The input:
######

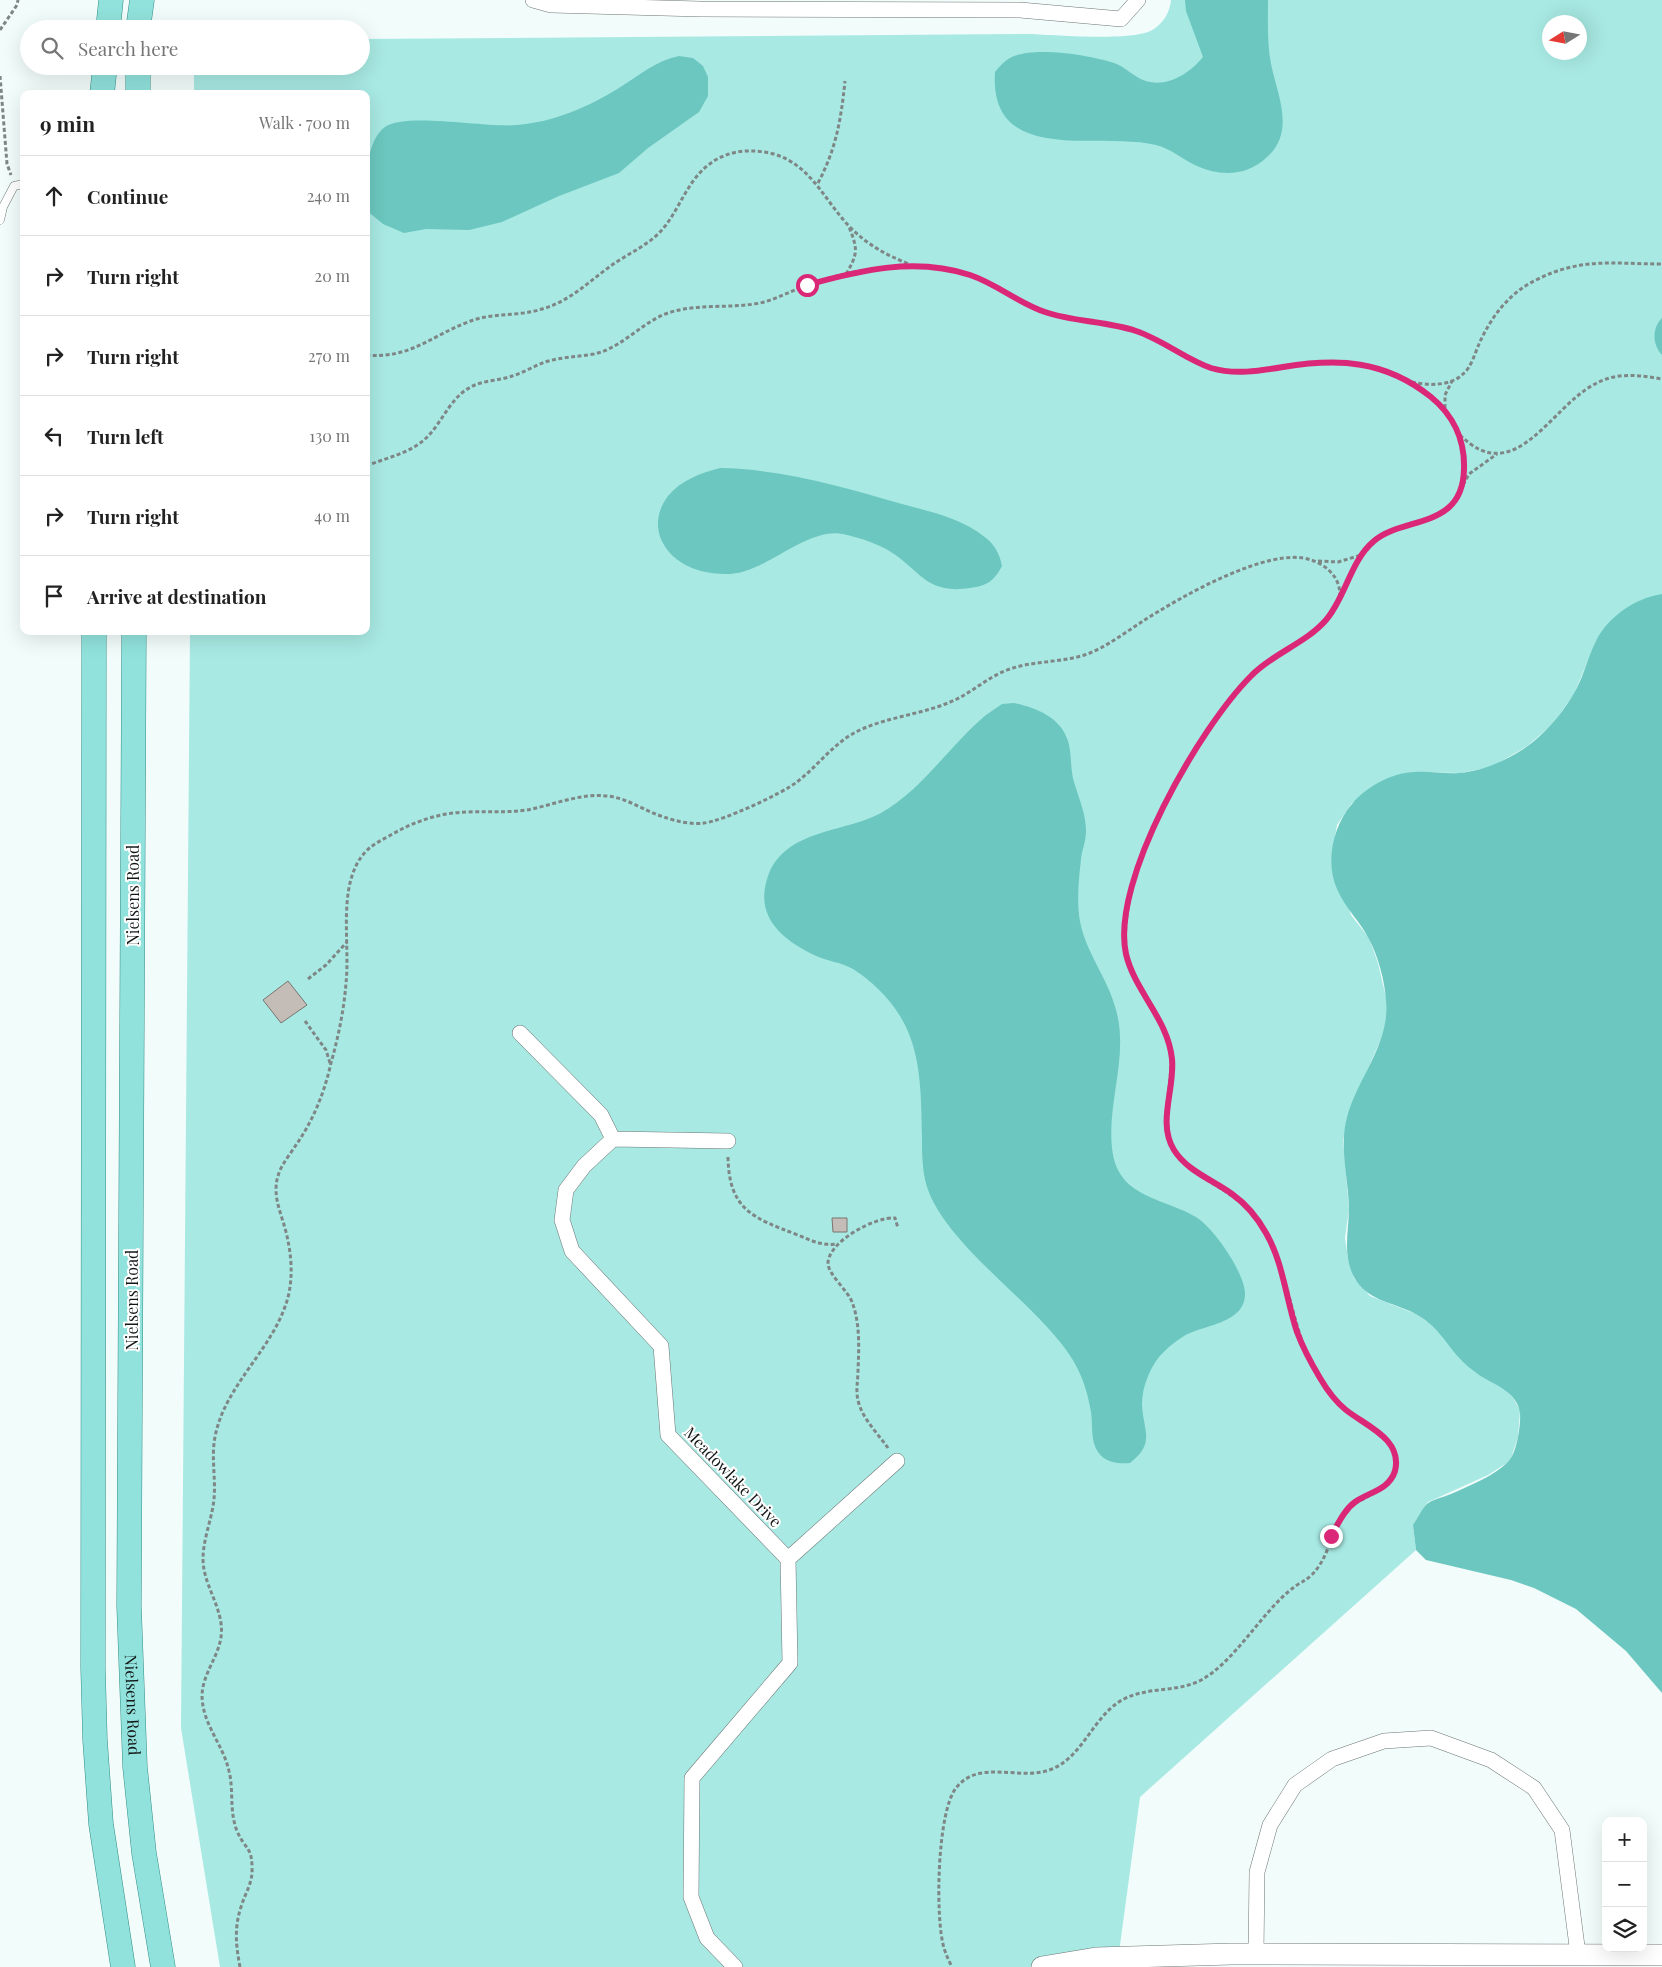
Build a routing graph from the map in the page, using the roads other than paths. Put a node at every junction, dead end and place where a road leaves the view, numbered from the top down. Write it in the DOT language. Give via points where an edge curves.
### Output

######

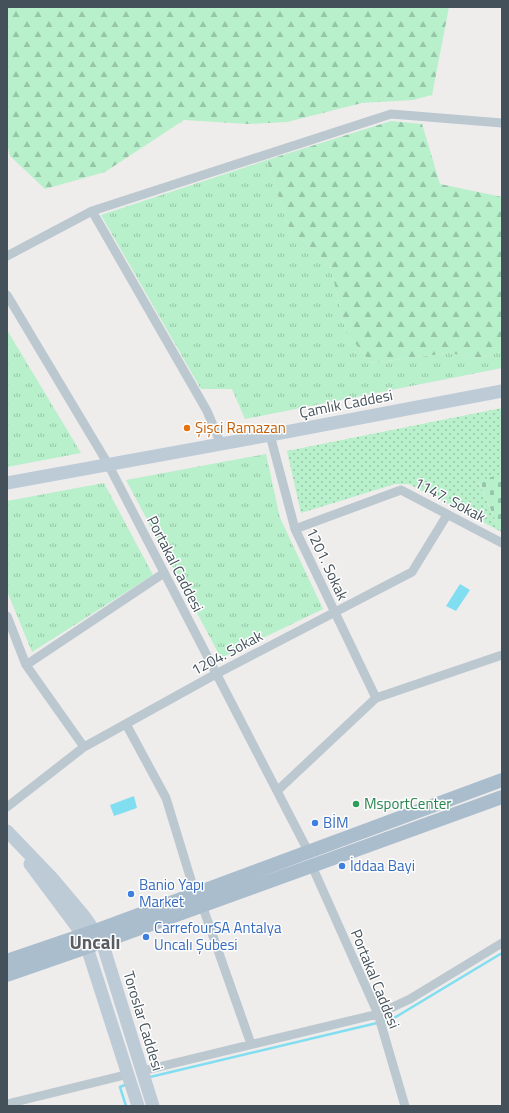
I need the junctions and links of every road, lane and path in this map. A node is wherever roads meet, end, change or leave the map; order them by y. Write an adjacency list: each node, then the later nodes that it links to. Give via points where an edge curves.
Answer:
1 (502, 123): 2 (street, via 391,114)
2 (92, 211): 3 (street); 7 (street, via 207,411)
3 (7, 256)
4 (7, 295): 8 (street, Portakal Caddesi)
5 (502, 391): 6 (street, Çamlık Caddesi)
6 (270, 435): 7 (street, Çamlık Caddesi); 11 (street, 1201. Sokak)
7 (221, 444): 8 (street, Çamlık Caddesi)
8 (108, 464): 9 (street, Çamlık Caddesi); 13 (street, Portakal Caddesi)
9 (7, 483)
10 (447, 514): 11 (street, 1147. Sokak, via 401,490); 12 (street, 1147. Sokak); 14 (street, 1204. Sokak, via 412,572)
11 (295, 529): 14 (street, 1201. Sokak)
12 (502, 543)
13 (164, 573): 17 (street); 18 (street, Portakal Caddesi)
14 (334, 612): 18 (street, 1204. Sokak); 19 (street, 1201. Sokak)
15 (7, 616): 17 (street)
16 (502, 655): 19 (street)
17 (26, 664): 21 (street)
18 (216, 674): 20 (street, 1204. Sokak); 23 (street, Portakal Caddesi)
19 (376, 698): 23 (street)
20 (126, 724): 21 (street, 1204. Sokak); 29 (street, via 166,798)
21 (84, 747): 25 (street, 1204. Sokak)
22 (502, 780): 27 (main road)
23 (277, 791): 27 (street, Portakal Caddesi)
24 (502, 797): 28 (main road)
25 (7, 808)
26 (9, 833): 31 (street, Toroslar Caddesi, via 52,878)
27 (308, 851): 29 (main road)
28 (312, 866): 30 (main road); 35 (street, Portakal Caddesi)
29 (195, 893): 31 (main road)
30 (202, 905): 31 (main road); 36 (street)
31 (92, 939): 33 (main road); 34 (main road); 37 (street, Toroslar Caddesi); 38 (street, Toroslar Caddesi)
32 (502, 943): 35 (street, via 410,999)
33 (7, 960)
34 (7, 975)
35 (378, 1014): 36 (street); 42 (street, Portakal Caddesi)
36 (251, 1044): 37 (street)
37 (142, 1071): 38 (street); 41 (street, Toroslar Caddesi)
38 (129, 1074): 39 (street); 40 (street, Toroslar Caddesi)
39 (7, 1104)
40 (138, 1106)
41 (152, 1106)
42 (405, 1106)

######

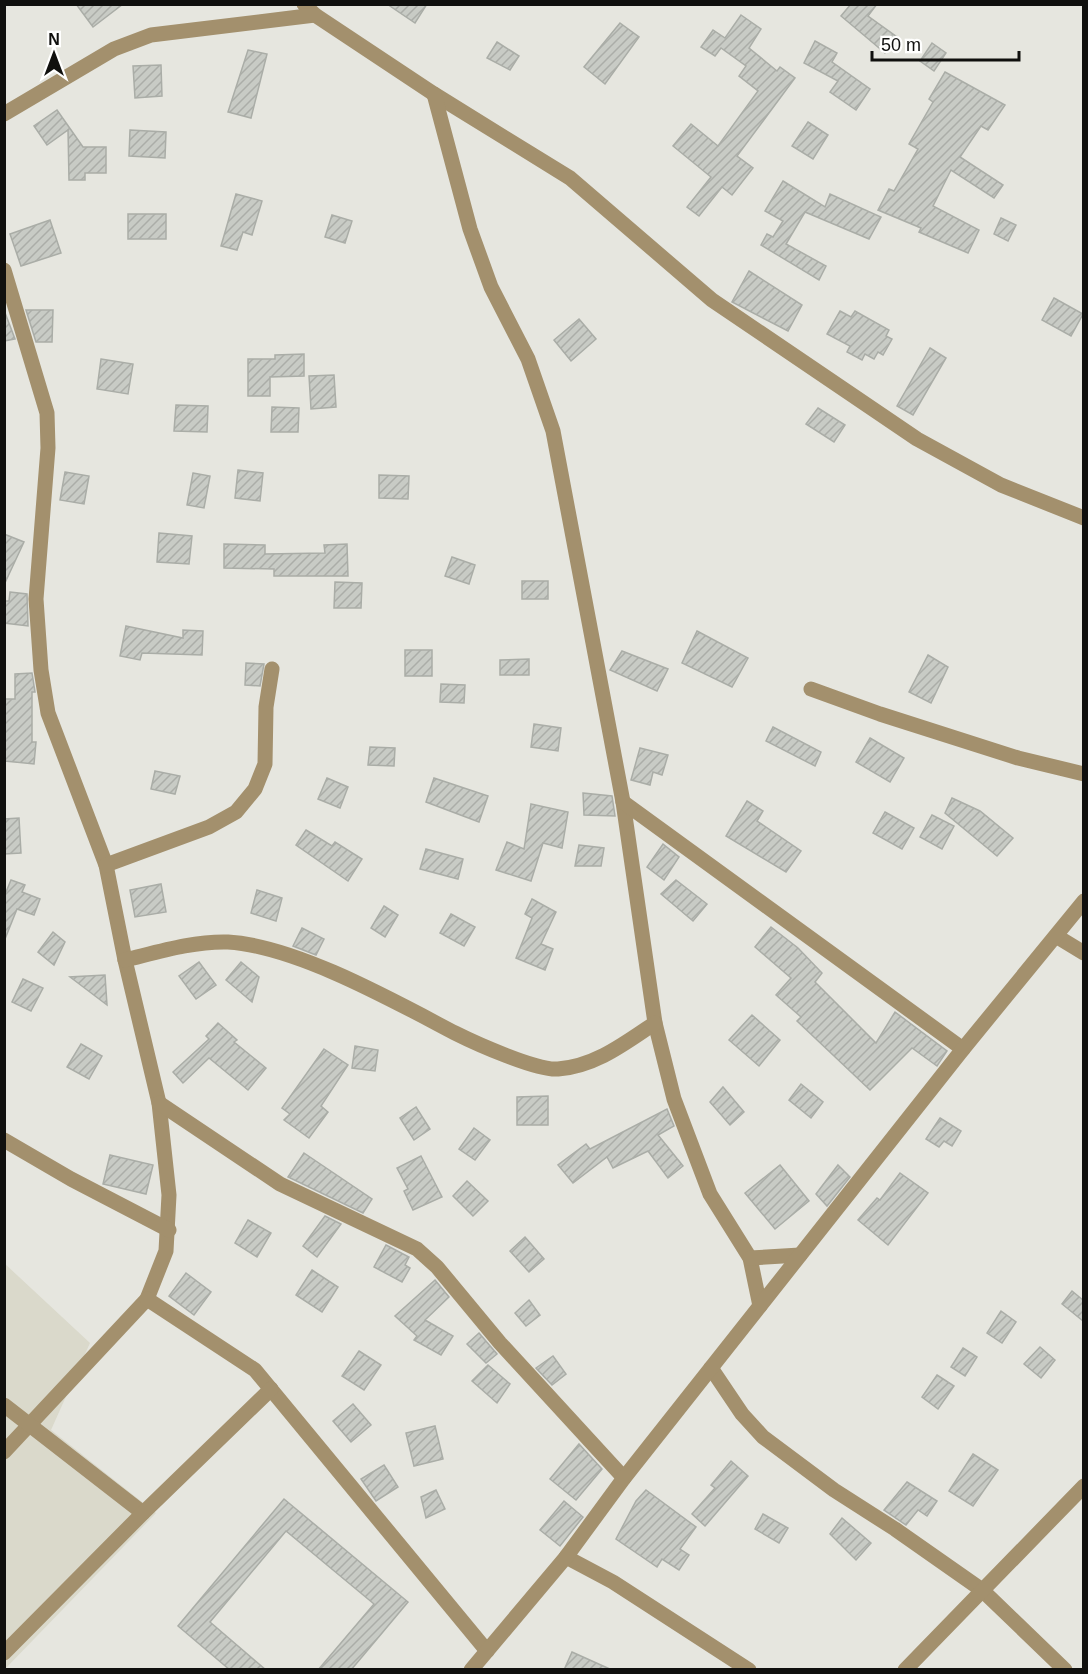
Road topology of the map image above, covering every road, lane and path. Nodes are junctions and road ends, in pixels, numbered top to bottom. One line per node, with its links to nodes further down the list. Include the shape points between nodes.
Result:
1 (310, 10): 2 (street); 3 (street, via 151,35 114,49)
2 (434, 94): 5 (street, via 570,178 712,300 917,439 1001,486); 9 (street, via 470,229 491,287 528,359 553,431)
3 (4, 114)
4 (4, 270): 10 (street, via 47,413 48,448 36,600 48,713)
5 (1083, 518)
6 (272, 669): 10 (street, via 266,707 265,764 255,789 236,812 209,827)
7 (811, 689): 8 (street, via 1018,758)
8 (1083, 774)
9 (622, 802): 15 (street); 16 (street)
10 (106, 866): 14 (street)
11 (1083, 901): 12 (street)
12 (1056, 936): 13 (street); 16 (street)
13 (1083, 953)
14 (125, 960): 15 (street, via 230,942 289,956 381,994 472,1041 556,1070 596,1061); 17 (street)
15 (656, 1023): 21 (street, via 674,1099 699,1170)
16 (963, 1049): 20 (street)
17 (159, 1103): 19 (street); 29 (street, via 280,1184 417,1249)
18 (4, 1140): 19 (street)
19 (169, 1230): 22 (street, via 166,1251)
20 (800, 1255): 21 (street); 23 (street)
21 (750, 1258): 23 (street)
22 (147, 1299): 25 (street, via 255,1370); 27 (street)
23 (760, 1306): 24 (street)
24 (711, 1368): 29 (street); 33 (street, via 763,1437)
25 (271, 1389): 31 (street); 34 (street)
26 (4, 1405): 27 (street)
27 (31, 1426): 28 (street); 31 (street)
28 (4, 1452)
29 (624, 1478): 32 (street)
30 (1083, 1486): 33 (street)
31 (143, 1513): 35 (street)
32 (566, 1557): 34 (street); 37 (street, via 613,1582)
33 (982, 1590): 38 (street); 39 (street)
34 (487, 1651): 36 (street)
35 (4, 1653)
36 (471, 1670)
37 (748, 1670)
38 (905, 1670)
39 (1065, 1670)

######

Task brief:
Check each line of the entries for "curves" and copy those that have it.

Answer to the problem:
Build a routing graph from the map in the page, using the roads other than paths. Put a node at every junction, dead end and place where a road leaves the view, numbered from the top down. Write it in the DOT language. Give via points where an edge curves.
I need the junctions and links of every road, lane and path in this map. A node is wherever roads meet, end, change or leave the map; order them by y. Write an adjacency list: each node, then the later nodes that it links to. Give via points where an edge curves.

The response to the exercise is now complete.